The whisker-thin mustache just above his upper lip is always groomed to perfection. That attention to detail extends to his neatly trimmed hairline, where there’s never a strand out of place.

And when he answers a question, he’s never in a rush. He pauses to measure his words until he figures out a response that is just right.

Perhaps that’s why the transition to Carolina blue has been so difficult for him.

On the basketball court, the first-year point guard has struggled to be the meticulous person he is off it.

“It was tough at first because I never played the point guard position,” said Strickland, who played shooting guard in high school. “Roy (Williams has) been getting on me in practice to make sure I’m doing the right things.

“I have silly turnovers in a game, but all I can do is learn from them and get better.”

The steep learning curve he faced was evident from his first game as a Tar Heel.

In that game, an 88-72 rout of Florida International, Strickland looked as comfortable as a duck to ice.

He turned the ball over five times, notching only two points to go with one assist.

“I was nervous, just to play in front of 22,000 fans every night,” Strickland said. “Just bringing the ball up, always having the ball in your hands, everybody looks for you to make plays for them.”

But that’s not to say the former McDonald’s All-American didn’t flash his potential early.

Against eventual Final Four team Michigan State on Dec. 1, the Rahway, N.J., native made the most of his 14 minutes on the court to stuff the box score.

 Strickland scored nine points, four rebounds, three assists, two blocks and a steal — all to go with exactly zero turnovers.

Add that to his 17-point explosion at Clemson, and it’s easy to see why coach Roy Williams was so excited with him during the recruiting process.

“I think he’s understanding more about what we’re doing each and every game and practice experience,” Williams said. “He’s got some really big-time tools.”

But those highlights have come with too many inconsistent showings for his liking.

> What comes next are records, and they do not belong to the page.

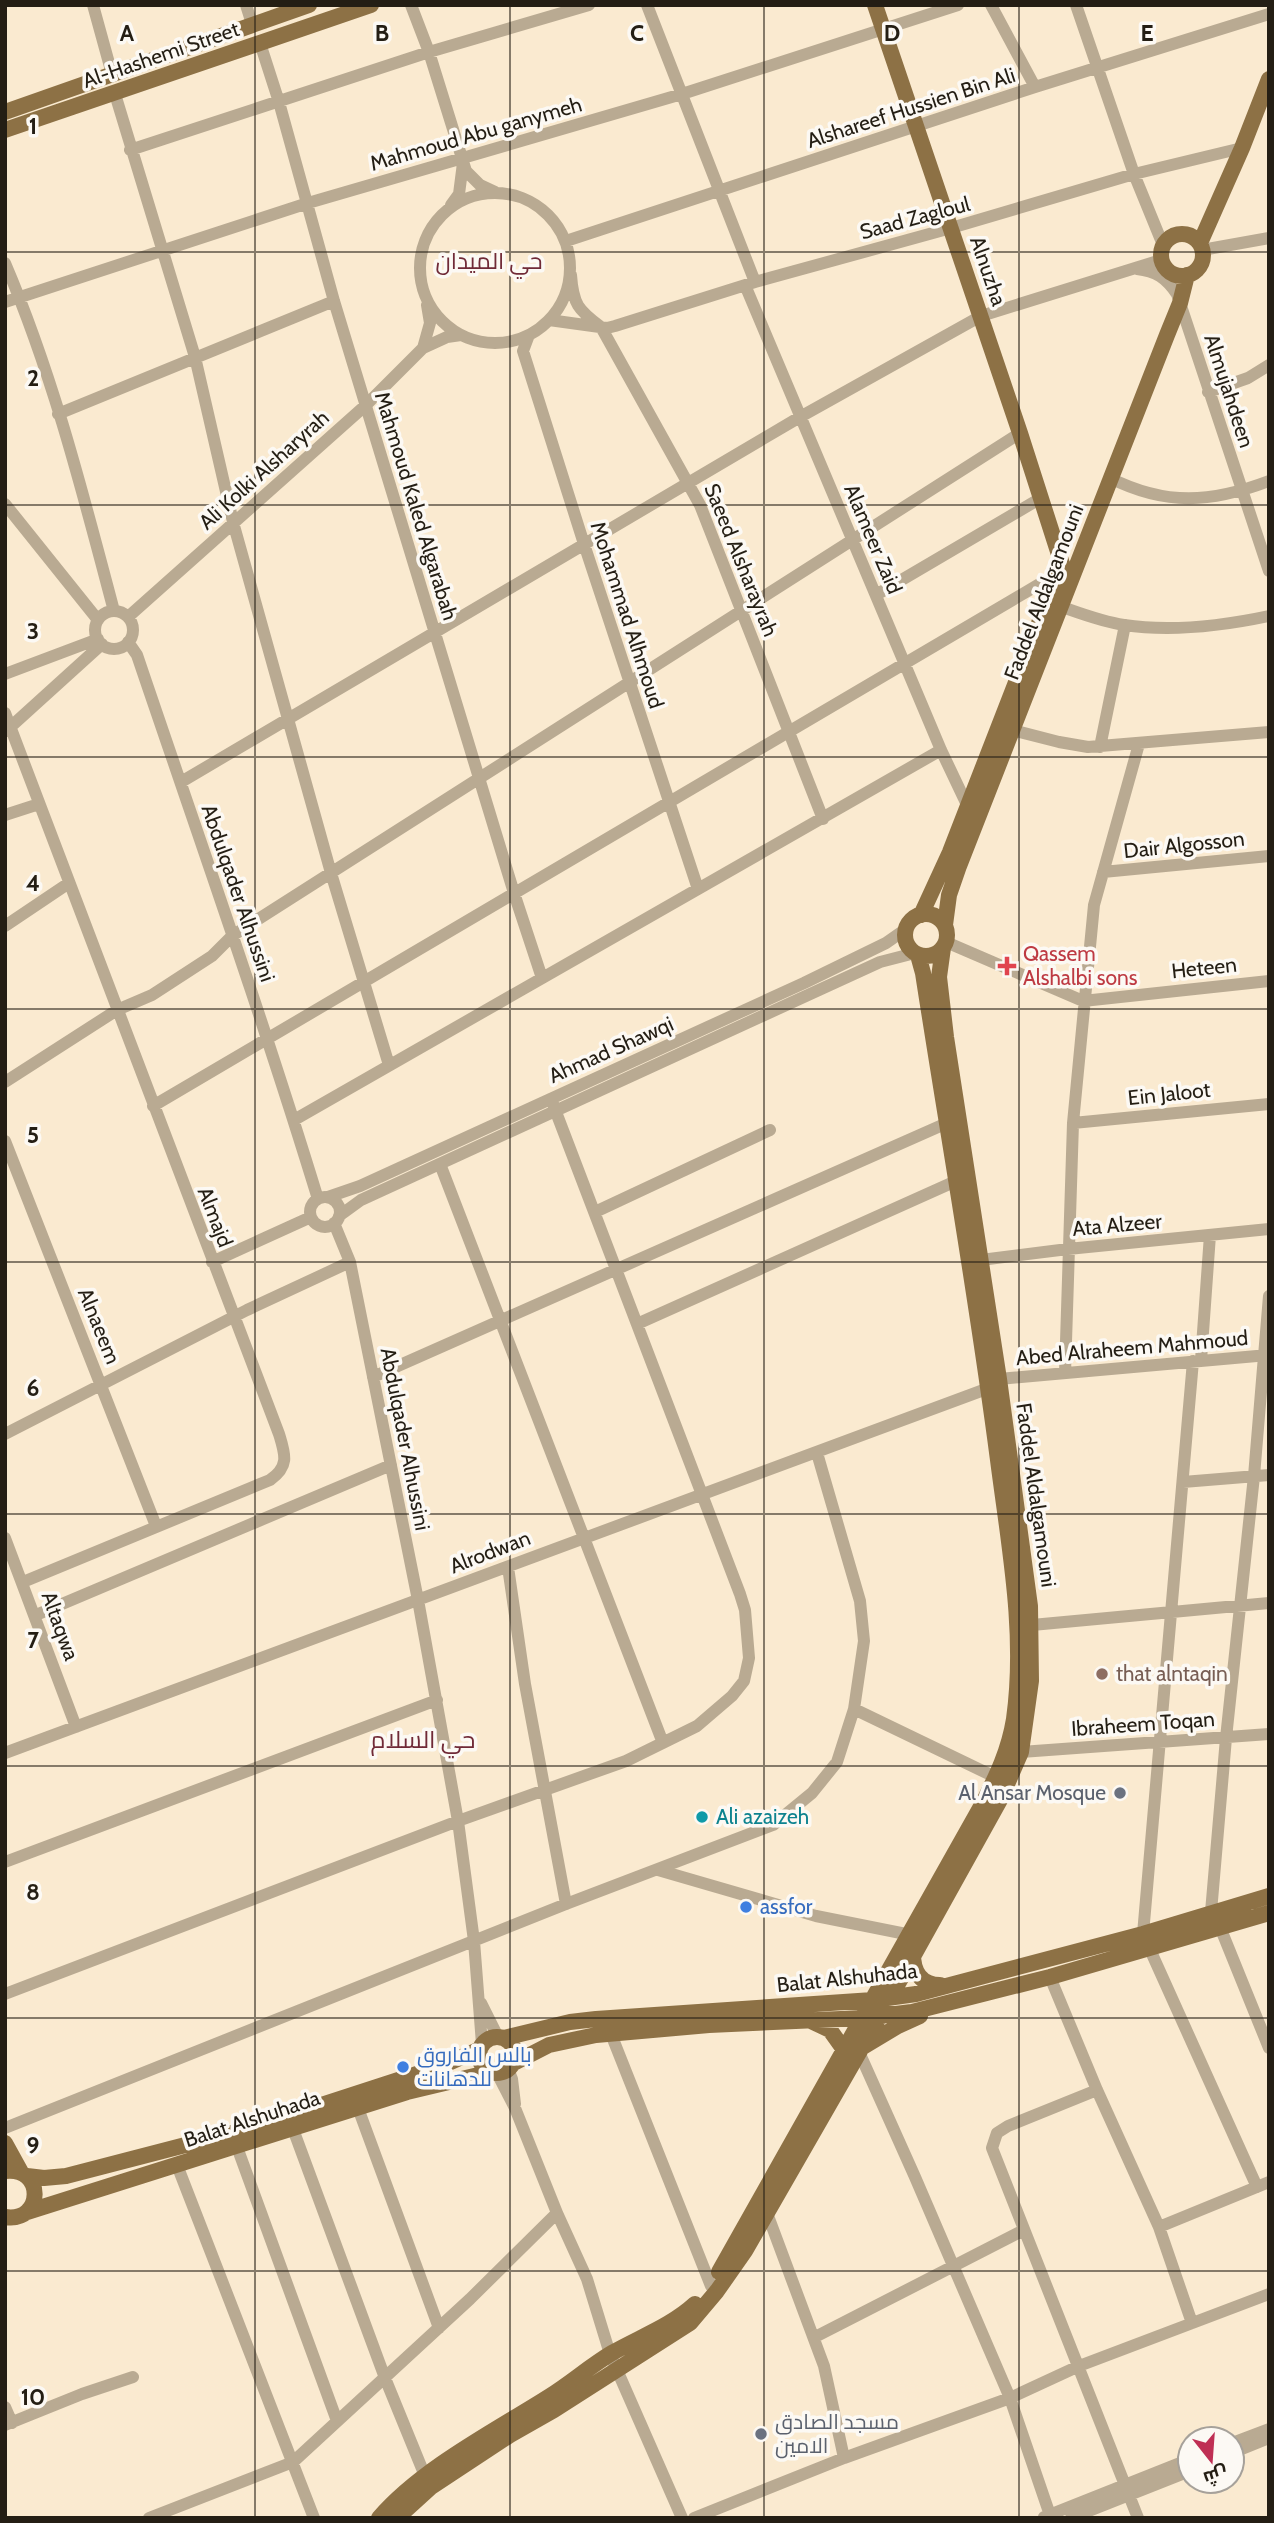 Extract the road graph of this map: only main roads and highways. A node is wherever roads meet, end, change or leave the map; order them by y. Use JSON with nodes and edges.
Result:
{"nodes":[{"id":1,"x":309,"y":5,"type":"edge"},
{"id":2,"x":371,"y":5,"type":"edge"},
{"id":3,"x":876,"y":5,"type":"edge"},
{"id":4,"x":1269,"y":79,"type":"edge"},
{"id":5,"x":1265,"y":102,"type":"edge"},
{"id":6,"x":5,"y":112,"type":"edge"},
{"id":7,"x":5,"y":130,"type":"edge"},
{"id":8,"x":1201,"y":246,"type":"junction"},
{"id":9,"x":1187,"y":275,"type":"junction"},
{"id":10,"x":1084,"y":549,"type":"junction"},
{"id":11,"x":1060,"y":551,"type":"junction"},
{"id":12,"x":921,"y":915,"type":"junction"},
{"id":13,"x":945,"y":925,"type":"junction"},
{"id":14,"x":945,"y":945,"type":"junction"},
{"id":15,"x":916,"y":954,"type":"junction"},
{"id":16,"x":975,"y":1261,"type":"junction"},
{"id":17,"x":994,"y":1384,"type":"junction"},
{"id":18,"x":1269,"y":1896,"type":"edge"},
{"id":19,"x":1269,"y":1913,"type":"edge"},
{"id":20,"x":1146,"y":1940,"type":"junction"},
{"id":21,"x":914,"y":1954,"type":"junction"},
{"id":22,"x":891,"y":1968,"type":"junction"},
{"id":23,"x":950,"y":1985,"type":"junction"},
{"id":24,"x":881,"y":1999,"type":"junction"},
{"id":25,"x":950,"y":2004,"type":"junction"},
{"id":26,"x":808,"y":2013,"type":"junction"},
{"id":27,"x":880,"y":2016,"type":"junction"},
{"id":28,"x":863,"y":2018,"type":"junction"},
{"id":29,"x":501,"y":2037,"type":"junction"},
{"id":30,"x":481,"y":2047,"type":"junction"},
{"id":31,"x":855,"y":2051,"type":"junction"},
{"id":32,"x":502,"y":2069,"type":"junction"},
{"id":33,"x":6,"y":2150,"type":"edge"},
{"id":34,"x":18,"y":2173,"type":"edge"},
{"id":35,"x":52,"y":2178,"type":"junction"},
{"id":36,"x":54,"y":2202,"type":"junction"},
{"id":37,"x":13,"y":2217,"type":"edge"},
{"id":38,"x":379,"y":2518,"type":"edge"},
{"id":39,"x":397,"y":2518,"type":"edge"}],
"edges":[{"from":1,"to":6,"type":"main road","name":"Al-Hashemi Street"},
{"from":2,"to":7,"type":"main road","name":"Al-Hashemi Street"},
{"from":3,"to":11,"type":"main road","name":"Alnuzha"},
{"from":4,"to":5,"type":"main road"},
{"from":5,"to":8,"type":"main road"},
{"from":8,"to":9,"type":"main road"},
{"from":8,"to":9,"type":"main road"},
{"from":9,"to":10,"type":"main road","name":"Faddel Aldalgamouni"},
{"from":10,"to":11,"type":"main road"},
{"from":10,"to":13,"type":"main road","name":"Faddel Aldalgamouni"},
{"from":11,"to":12,"type":"main road"},
{"from":12,"to":13,"type":"main road"},
{"from":12,"to":15,"type":"main road"},
{"from":13,"to":14,"type":"main road"},
{"from":14,"to":15,"type":"main road"},
{"from":14,"to":16,"type":"main road","name":"Faddel Aldalgamouni"},
{"from":15,"to":16,"type":"main road","name":"Faddel Aldalgamouni"},
{"from":16,"to":17,"type":"main road","name":"Faddel Aldalgamouni"},
{"from":17,"to":21,"type":"main road","name":"Faddel Aldalgamouni"},
{"from":17,"to":22,"type":"main road","name":"Faddel Aldalgamouni"},
{"from":18,"to":20,"type":"main road","name":"Balat Alshuhada"},
{"from":19,"to":20,"type":"main road"},
{"from":20,"to":23,"type":"main road","name":"Balat Alshuhada"},
{"from":20,"to":25,"type":"main road"},
{"from":21,"to":23,"type":"main road"},
{"from":21,"to":24,"type":"main road","name":"Faddel Aldalgamouni"},
{"from":22,"to":24,"type":"main road","name":"Faddel Aldalgamouni"},
{"from":22,"to":26,"type":"main road"},
{"from":23,"to":24,"type":"main road","name":"Balat Alshuhada"},
{"from":24,"to":26,"type":"main road","name":"Balat Alshuhada"},
{"from":24,"to":27,"type":"main road","name":"Faddel Aldalgamouni"},
{"from":24,"to":28,"type":"main road","name":"Faddel Aldalgamouni"},
{"from":25,"to":27,"type":"main road"},
{"from":25,"to":31,"type":"main road"},
{"from":26,"to":28,"type":"main road"},
{"from":26,"to":29,"type":"main road","name":"Balat Alshuhada"},
{"from":26,"to":31,"type":"main road"},
{"from":26,"to":32,"type":"main road","name":"Balat Alshuhada"},
{"from":27,"to":28,"type":"main road"},
{"from":27,"to":31,"type":"main road","name":"Faddel Aldalgamouni"},
{"from":28,"to":31,"type":"main road","name":"Faddel Aldalgamouni"},
{"from":29,"to":30,"type":"main road"},
{"from":29,"to":32,"type":"main road"},
{"from":30,"to":32,"type":"main road"},
{"from":30,"to":35,"type":"main road","name":"Balat Alshuhada"},
{"from":31,"to":38,"type":"main road"},
{"from":31,"to":39,"type":"main road"},
{"from":32,"to":36,"type":"main road","name":"Balat Alshuhada"},
{"from":33,"to":34,"type":"main road"},
{"from":34,"to":35,"type":"main road","name":"Balat Alshuhada"},
{"from":34,"to":37,"type":"main road"},
{"from":35,"to":36,"type":"main road"},
{"from":36,"to":37,"type":"main road","name":"Balat Alshuhada"}]}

Poor decision-making seesawed him between Williams’ doghouse and good graces all season.

“I don’t think anybody has seen me play to my full potential on the college level,” Strickland said. “It’s kind of aggravating because I put the work in, and I can’t wait until it pays off.”

For the year, Strickland’s adjustment to point guard has worked out to 5.6 points per game and an almost even assist-to-turnover ratio — 67 assists to 59 mistakes.

“I can only imagine how tough it’s been for Dexter, playing two-guard most of your life and then coming to a program like UNC where there’s so much responsibility on the point guard,” guard Larry Drew II said. “He’s handled it a lot better than I would have expected him to.”

That attitude has been Strickland’s saving grace.

Strickland has fought through his mistakes and a tough UNC season to salvage some success in the NIT, where he is averaging 7.7 points per game and has committed just three turnovers.

But don’t expect Strickland to be satisfied with that improvement.

After all, there are still a few hairs out of place.